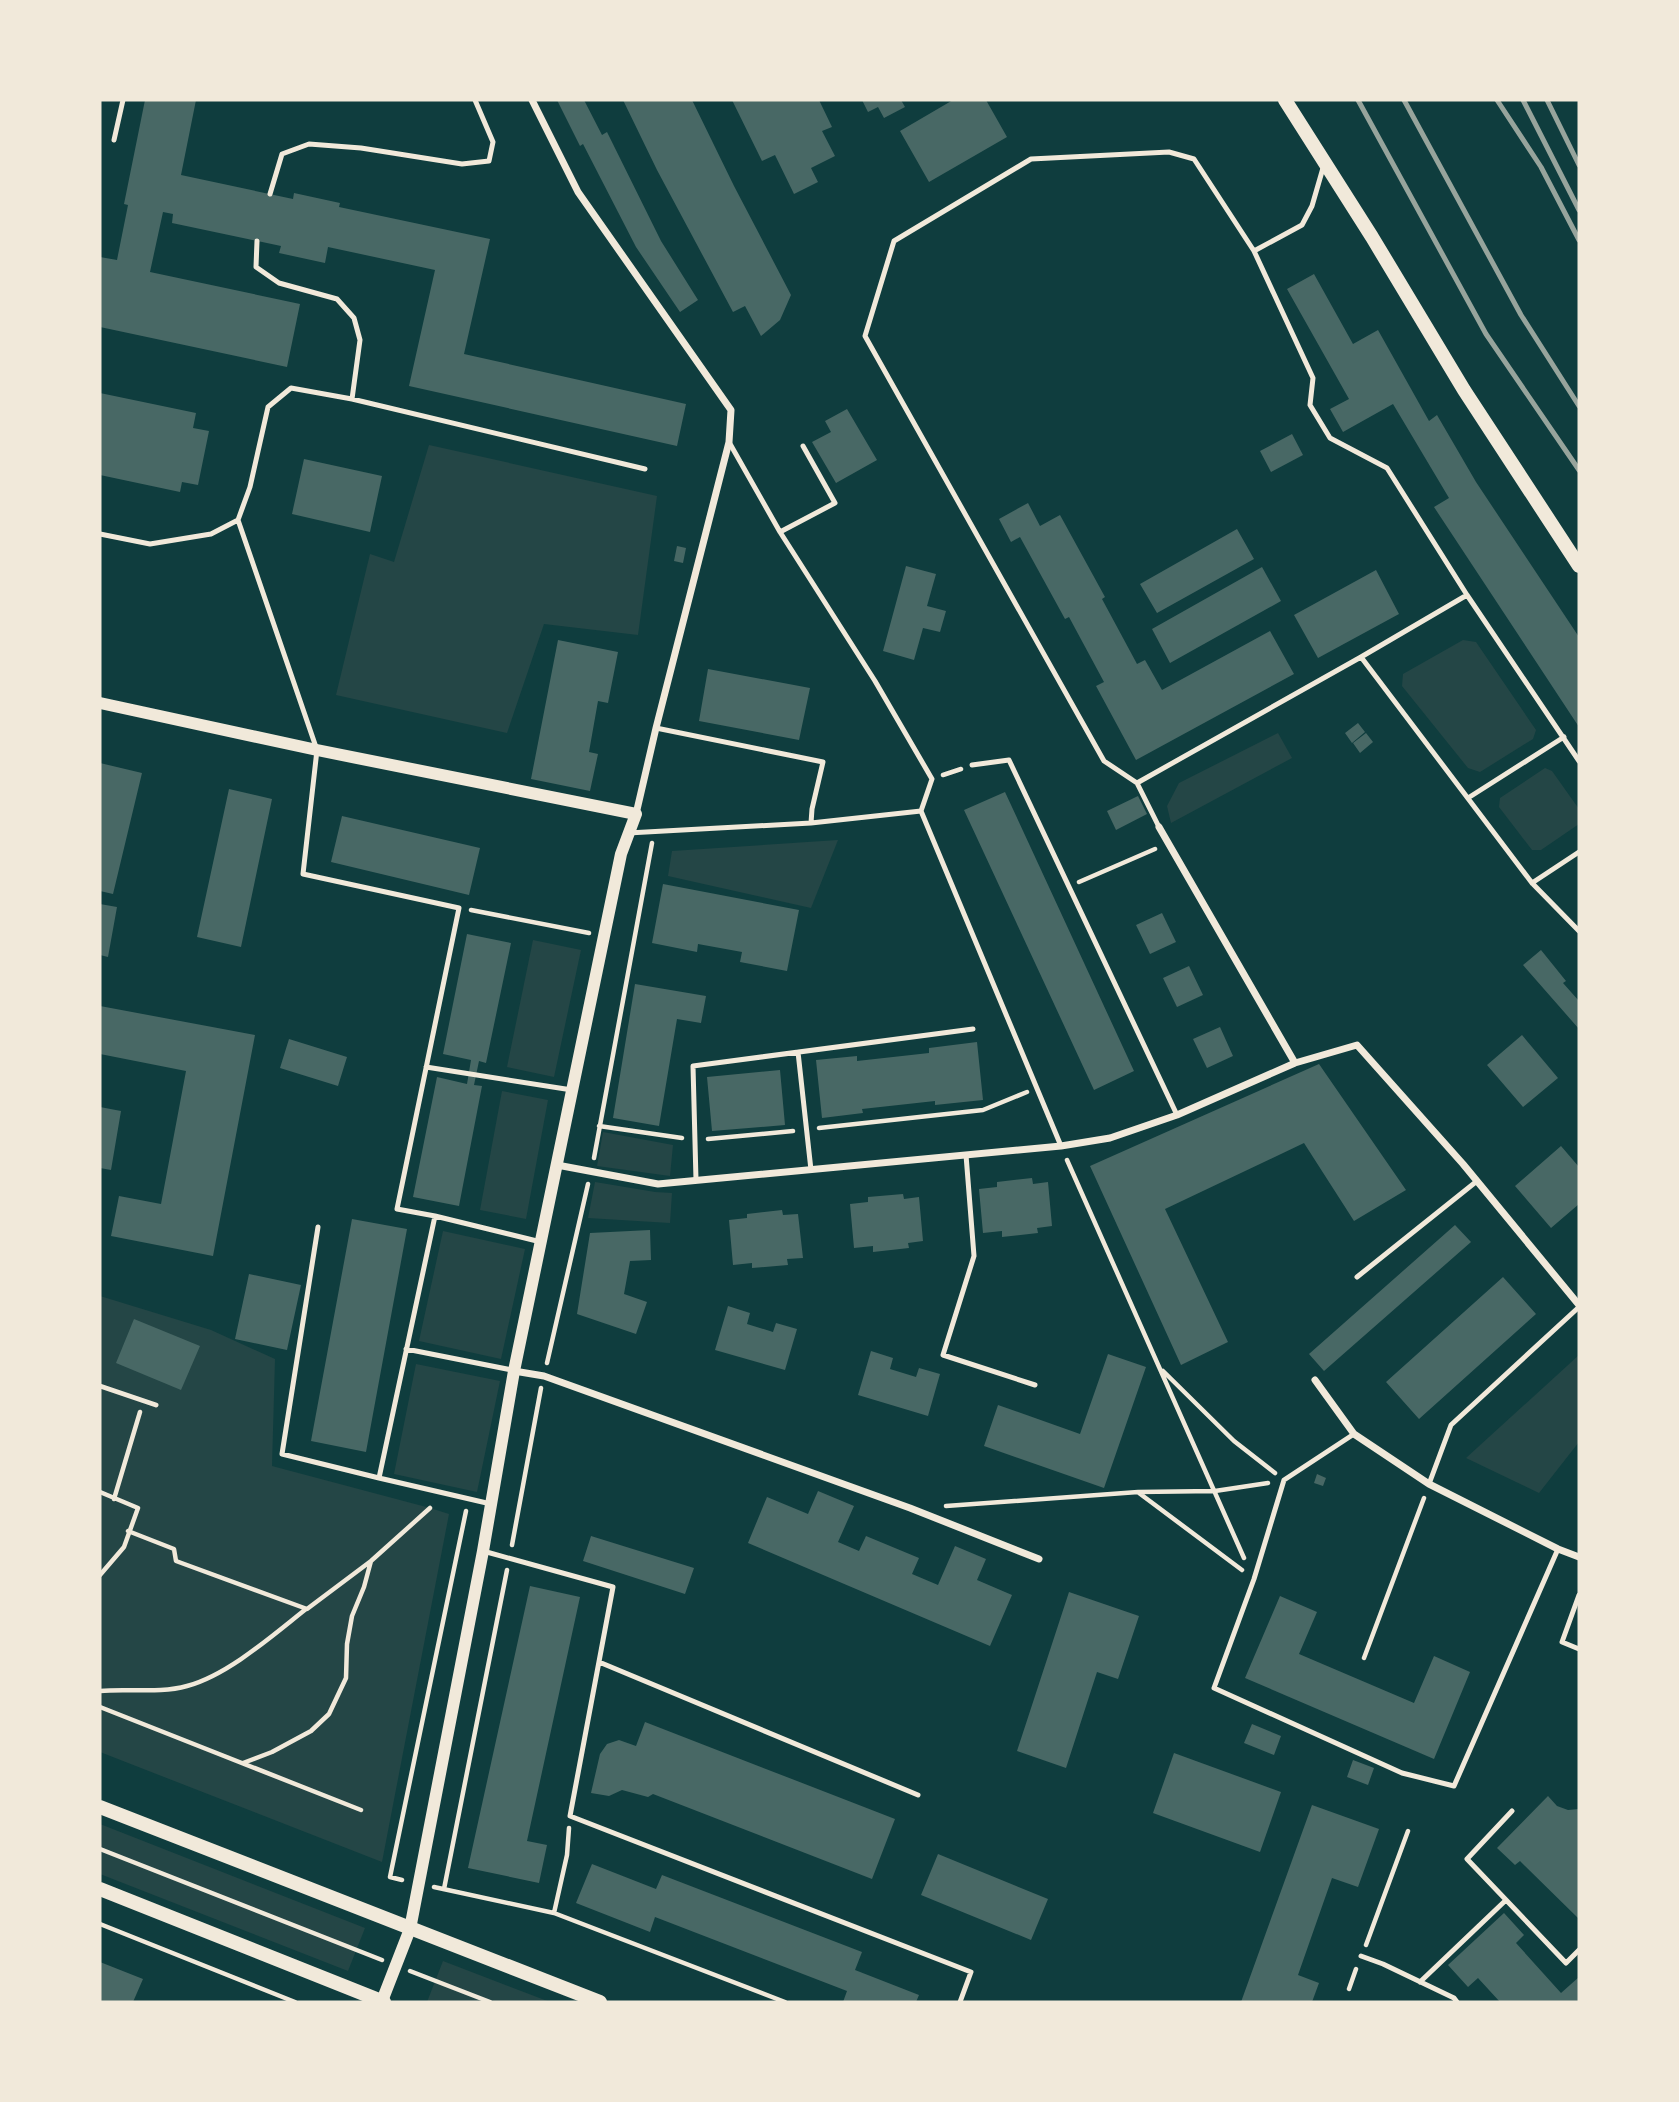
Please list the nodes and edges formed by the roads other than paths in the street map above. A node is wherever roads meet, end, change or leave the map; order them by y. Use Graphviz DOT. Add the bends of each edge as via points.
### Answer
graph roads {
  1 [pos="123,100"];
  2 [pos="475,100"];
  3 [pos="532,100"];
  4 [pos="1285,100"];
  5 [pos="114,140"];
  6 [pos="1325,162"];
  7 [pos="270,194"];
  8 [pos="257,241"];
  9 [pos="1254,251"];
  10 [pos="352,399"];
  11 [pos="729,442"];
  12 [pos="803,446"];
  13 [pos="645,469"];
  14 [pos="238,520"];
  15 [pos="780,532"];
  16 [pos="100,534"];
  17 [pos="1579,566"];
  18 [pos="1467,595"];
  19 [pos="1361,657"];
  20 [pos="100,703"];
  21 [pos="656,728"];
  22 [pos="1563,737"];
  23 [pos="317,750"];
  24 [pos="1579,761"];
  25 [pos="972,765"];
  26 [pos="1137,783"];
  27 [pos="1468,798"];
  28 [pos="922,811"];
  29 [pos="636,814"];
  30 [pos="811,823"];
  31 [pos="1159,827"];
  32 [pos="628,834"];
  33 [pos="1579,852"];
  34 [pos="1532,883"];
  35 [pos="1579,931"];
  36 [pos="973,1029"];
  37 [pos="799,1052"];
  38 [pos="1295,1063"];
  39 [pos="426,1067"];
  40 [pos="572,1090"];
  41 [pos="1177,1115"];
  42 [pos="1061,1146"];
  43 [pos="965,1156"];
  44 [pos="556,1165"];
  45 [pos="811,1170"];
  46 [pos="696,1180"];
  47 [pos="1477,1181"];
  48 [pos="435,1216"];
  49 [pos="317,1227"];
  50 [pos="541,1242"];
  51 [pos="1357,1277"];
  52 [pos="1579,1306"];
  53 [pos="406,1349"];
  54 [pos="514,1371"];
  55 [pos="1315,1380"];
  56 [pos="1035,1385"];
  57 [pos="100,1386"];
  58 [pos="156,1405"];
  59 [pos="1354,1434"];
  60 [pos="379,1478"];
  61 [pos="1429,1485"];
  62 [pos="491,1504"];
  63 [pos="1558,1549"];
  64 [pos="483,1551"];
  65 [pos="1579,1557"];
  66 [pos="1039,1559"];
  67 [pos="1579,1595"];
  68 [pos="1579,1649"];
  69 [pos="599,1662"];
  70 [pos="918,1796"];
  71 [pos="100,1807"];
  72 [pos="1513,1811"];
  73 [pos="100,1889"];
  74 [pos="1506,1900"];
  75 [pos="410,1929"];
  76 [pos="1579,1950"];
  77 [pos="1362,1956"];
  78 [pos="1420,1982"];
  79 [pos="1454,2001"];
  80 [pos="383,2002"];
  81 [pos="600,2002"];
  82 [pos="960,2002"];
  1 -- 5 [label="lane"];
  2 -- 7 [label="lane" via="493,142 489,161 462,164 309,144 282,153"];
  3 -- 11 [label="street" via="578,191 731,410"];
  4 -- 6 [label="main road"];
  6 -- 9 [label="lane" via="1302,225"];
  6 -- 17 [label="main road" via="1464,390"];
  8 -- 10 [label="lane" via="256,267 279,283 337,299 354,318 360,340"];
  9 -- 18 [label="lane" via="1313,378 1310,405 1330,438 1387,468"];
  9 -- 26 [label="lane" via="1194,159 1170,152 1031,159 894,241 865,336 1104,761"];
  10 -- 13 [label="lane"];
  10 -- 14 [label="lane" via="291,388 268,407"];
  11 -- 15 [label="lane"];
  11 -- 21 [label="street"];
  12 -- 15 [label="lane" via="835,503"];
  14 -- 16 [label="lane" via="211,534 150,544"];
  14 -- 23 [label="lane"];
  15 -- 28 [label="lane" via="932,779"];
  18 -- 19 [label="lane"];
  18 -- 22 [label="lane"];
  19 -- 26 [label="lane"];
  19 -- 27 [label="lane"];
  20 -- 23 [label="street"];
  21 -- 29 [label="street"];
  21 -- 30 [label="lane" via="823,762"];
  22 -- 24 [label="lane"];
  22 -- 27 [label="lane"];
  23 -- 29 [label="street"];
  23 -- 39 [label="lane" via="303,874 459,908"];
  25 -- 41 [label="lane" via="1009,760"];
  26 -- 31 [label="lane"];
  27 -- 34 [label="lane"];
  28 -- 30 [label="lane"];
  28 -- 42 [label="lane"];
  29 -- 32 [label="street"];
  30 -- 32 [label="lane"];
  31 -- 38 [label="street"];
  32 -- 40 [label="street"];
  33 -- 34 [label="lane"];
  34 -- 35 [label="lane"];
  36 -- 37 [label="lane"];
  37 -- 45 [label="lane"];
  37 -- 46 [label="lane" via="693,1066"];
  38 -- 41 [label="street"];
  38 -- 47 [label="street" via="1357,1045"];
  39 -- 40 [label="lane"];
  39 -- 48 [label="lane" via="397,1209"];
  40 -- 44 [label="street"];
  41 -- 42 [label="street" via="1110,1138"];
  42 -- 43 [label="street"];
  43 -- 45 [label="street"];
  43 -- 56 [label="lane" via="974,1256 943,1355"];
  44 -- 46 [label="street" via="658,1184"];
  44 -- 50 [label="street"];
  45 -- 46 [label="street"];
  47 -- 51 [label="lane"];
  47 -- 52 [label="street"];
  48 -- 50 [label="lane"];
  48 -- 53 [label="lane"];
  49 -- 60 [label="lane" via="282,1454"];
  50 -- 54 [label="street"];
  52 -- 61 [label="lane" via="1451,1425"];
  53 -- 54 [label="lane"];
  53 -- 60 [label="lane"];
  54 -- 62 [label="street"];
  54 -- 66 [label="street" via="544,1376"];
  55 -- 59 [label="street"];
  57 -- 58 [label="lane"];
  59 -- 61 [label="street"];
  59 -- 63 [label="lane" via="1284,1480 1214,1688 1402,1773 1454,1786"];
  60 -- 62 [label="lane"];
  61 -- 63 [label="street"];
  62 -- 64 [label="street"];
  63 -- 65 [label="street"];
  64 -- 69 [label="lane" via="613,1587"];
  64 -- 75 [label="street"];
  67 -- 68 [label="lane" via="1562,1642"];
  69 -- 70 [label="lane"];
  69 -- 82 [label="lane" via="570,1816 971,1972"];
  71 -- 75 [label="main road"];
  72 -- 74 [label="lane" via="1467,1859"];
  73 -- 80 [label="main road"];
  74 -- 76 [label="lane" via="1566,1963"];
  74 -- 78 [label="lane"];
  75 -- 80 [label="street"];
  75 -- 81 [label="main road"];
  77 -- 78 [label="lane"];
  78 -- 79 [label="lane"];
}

==

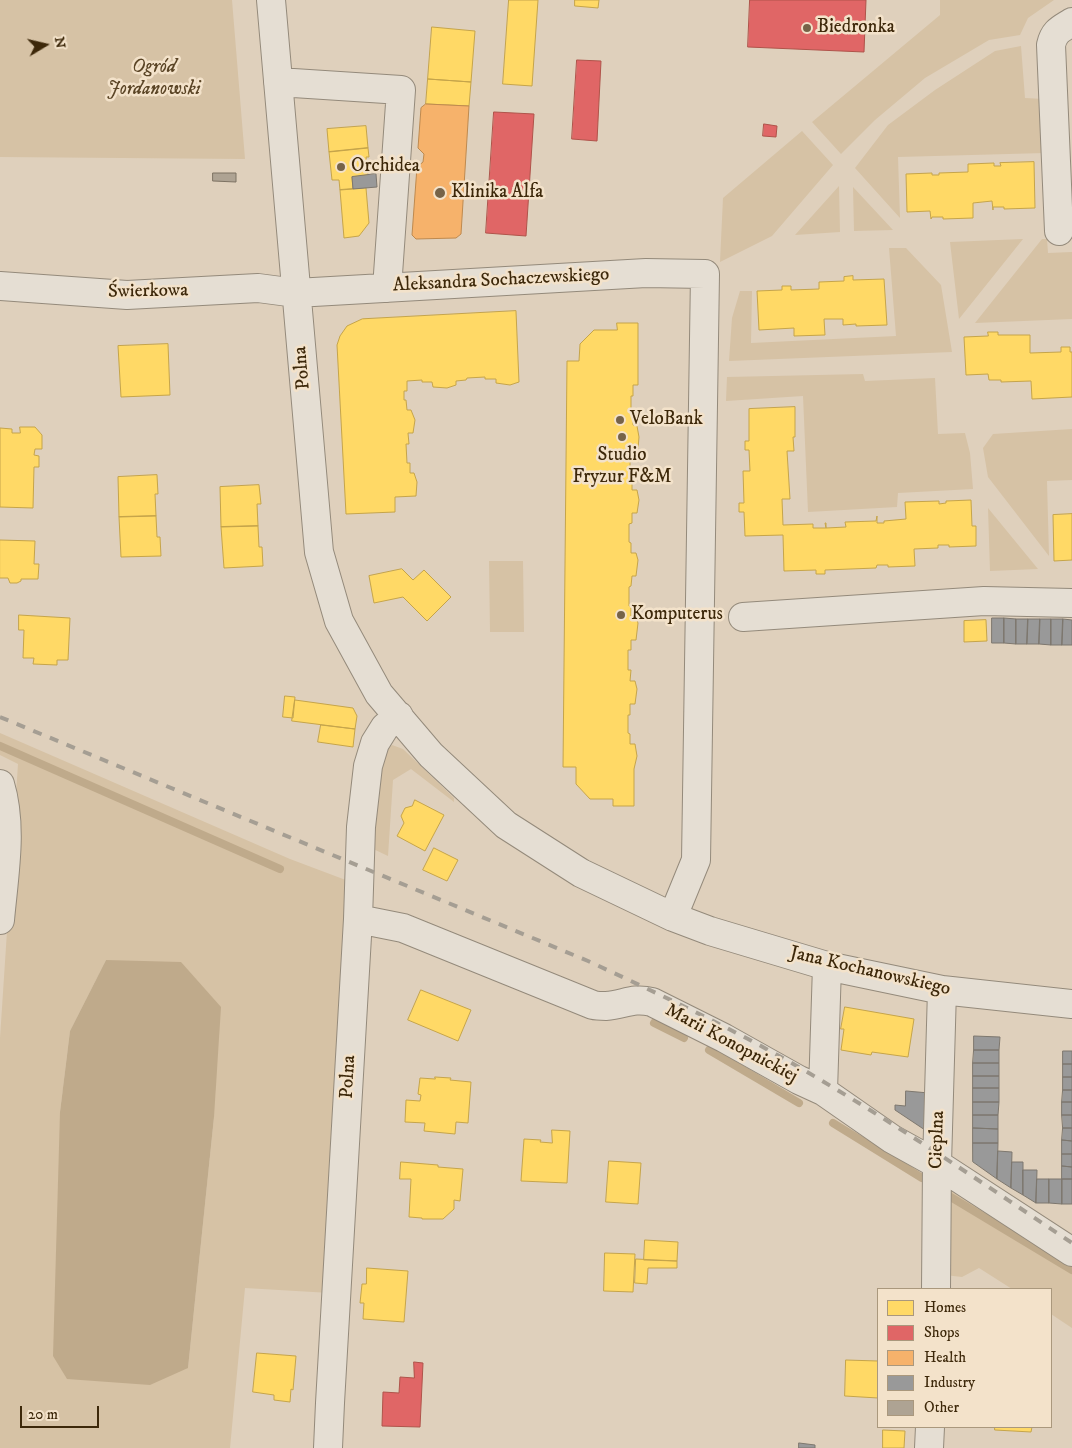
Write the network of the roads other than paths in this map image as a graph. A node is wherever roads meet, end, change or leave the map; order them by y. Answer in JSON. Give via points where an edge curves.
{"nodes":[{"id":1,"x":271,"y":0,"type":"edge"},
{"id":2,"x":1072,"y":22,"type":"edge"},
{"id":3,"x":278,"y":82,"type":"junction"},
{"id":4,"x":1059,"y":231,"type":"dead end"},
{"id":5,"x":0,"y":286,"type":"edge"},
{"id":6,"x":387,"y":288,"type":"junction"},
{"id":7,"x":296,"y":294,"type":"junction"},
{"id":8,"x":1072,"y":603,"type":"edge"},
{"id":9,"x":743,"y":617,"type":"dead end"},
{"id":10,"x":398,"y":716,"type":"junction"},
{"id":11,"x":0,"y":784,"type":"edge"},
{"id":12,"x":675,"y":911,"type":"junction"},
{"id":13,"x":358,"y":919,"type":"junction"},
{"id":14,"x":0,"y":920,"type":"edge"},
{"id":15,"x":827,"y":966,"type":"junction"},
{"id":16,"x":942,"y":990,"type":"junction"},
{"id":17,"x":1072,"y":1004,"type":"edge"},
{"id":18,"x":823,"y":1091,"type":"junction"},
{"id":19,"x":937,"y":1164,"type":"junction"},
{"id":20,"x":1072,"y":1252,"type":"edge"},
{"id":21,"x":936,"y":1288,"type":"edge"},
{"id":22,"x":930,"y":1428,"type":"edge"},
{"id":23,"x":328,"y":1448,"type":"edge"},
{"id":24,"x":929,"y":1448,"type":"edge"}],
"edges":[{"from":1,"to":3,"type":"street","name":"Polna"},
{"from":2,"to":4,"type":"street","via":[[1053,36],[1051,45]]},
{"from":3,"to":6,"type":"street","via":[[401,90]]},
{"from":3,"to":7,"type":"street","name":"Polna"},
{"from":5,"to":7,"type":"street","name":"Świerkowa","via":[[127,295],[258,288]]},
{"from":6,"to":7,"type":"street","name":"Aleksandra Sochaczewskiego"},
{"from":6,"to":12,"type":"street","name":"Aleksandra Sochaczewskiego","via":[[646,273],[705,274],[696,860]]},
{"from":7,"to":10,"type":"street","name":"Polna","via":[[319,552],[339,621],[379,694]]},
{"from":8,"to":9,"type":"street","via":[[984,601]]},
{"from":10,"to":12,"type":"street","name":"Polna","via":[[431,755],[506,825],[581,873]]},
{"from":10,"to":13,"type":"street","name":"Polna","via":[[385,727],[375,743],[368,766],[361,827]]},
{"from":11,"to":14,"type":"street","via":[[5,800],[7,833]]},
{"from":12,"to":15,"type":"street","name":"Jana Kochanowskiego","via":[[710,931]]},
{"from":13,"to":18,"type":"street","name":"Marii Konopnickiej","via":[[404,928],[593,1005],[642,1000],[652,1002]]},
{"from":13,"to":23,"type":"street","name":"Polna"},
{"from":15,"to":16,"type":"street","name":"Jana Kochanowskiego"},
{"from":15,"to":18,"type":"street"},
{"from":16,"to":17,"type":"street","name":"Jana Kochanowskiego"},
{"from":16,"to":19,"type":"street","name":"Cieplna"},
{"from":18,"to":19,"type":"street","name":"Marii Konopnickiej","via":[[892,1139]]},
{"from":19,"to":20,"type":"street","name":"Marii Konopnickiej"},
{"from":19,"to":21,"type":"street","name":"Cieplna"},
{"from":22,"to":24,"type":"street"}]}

[Exercise directions] From the records above, pull every line that carries the word "junction".

[Expected answer]
{"id":3,"x":278,"y":82,"type":"junction"},
{"id":6,"x":387,"y":288,"type":"junction"},
{"id":7,"x":296,"y":294,"type":"junction"},
{"id":10,"x":398,"y":716,"type":"junction"},
{"id":12,"x":675,"y":911,"type":"junction"},
{"id":13,"x":358,"y":919,"type":"junction"},
{"id":15,"x":827,"y":966,"type":"junction"},
{"id":16,"x":942,"y":990,"type":"junction"},
{"id":18,"x":823,"y":1091,"type":"junction"},
{"id":19,"x":937,"y":1164,"type":"junction"},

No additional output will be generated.